(Available data begins)
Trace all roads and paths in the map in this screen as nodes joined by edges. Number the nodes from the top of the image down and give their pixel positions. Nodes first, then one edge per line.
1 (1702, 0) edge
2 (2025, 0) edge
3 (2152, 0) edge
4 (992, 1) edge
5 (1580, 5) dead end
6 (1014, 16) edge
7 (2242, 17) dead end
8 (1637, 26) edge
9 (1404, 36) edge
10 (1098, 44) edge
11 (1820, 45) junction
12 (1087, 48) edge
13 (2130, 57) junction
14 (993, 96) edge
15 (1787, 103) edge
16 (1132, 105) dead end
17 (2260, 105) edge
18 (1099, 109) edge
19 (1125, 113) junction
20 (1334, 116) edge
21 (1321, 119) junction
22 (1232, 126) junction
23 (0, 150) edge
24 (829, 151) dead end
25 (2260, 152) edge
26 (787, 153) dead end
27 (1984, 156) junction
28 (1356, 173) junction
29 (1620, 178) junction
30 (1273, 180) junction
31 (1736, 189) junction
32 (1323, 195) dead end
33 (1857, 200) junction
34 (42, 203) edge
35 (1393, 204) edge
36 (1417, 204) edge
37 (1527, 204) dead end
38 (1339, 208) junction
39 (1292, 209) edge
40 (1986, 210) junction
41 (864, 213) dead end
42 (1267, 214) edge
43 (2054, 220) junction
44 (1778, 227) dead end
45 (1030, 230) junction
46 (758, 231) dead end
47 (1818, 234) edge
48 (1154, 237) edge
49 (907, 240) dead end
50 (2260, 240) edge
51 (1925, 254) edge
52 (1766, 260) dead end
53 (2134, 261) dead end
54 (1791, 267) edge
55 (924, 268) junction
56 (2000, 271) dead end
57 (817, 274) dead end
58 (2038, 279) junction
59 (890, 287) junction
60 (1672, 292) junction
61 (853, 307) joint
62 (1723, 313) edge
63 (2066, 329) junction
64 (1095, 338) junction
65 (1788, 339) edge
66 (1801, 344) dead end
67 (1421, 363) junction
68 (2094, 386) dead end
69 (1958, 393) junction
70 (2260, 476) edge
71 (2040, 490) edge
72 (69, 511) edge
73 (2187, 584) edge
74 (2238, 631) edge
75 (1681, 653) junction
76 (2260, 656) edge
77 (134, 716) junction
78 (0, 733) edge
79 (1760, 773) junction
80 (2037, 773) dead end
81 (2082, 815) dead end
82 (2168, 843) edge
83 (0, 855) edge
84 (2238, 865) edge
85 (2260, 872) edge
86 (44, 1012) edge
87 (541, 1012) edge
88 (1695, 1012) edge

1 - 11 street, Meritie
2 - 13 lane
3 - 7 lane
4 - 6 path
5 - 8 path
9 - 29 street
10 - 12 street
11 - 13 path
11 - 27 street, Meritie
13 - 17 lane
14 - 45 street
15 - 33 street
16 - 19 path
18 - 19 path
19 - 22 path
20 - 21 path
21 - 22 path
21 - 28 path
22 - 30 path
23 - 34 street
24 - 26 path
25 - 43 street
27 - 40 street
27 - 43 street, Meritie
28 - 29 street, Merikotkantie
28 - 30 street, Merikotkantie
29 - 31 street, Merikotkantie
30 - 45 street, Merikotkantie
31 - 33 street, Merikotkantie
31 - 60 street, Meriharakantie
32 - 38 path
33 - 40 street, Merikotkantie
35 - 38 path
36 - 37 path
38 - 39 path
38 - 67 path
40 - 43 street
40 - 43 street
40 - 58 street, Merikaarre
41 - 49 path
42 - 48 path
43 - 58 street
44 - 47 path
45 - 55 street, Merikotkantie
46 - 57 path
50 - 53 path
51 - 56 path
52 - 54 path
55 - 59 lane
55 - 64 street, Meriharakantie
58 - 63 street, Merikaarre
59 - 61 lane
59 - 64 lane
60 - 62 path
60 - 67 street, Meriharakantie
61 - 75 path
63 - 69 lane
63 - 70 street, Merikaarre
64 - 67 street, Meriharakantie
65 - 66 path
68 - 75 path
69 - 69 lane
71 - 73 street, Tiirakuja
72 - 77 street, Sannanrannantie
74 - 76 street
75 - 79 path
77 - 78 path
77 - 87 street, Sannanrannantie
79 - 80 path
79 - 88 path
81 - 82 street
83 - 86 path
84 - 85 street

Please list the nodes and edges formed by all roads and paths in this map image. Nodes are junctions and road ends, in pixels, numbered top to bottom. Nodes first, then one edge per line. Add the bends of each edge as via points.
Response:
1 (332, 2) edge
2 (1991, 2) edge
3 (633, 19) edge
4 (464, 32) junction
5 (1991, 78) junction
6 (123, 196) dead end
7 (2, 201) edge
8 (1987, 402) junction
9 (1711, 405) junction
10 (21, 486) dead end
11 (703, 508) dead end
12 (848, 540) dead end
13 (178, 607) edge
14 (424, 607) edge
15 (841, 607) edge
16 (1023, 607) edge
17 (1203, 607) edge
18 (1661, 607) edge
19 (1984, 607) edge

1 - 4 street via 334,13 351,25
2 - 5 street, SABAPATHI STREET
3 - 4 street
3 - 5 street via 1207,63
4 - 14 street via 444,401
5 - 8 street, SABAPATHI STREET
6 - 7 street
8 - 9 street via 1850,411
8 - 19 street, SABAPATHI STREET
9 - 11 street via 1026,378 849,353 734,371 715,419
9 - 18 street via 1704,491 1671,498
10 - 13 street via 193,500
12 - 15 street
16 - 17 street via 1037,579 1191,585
(Available data ends)
Using the entries, return every line where the word "Merikaarre" can be found.

40 - 58 street, Merikaarre
58 - 63 street, Merikaarre
63 - 70 street, Merikaarre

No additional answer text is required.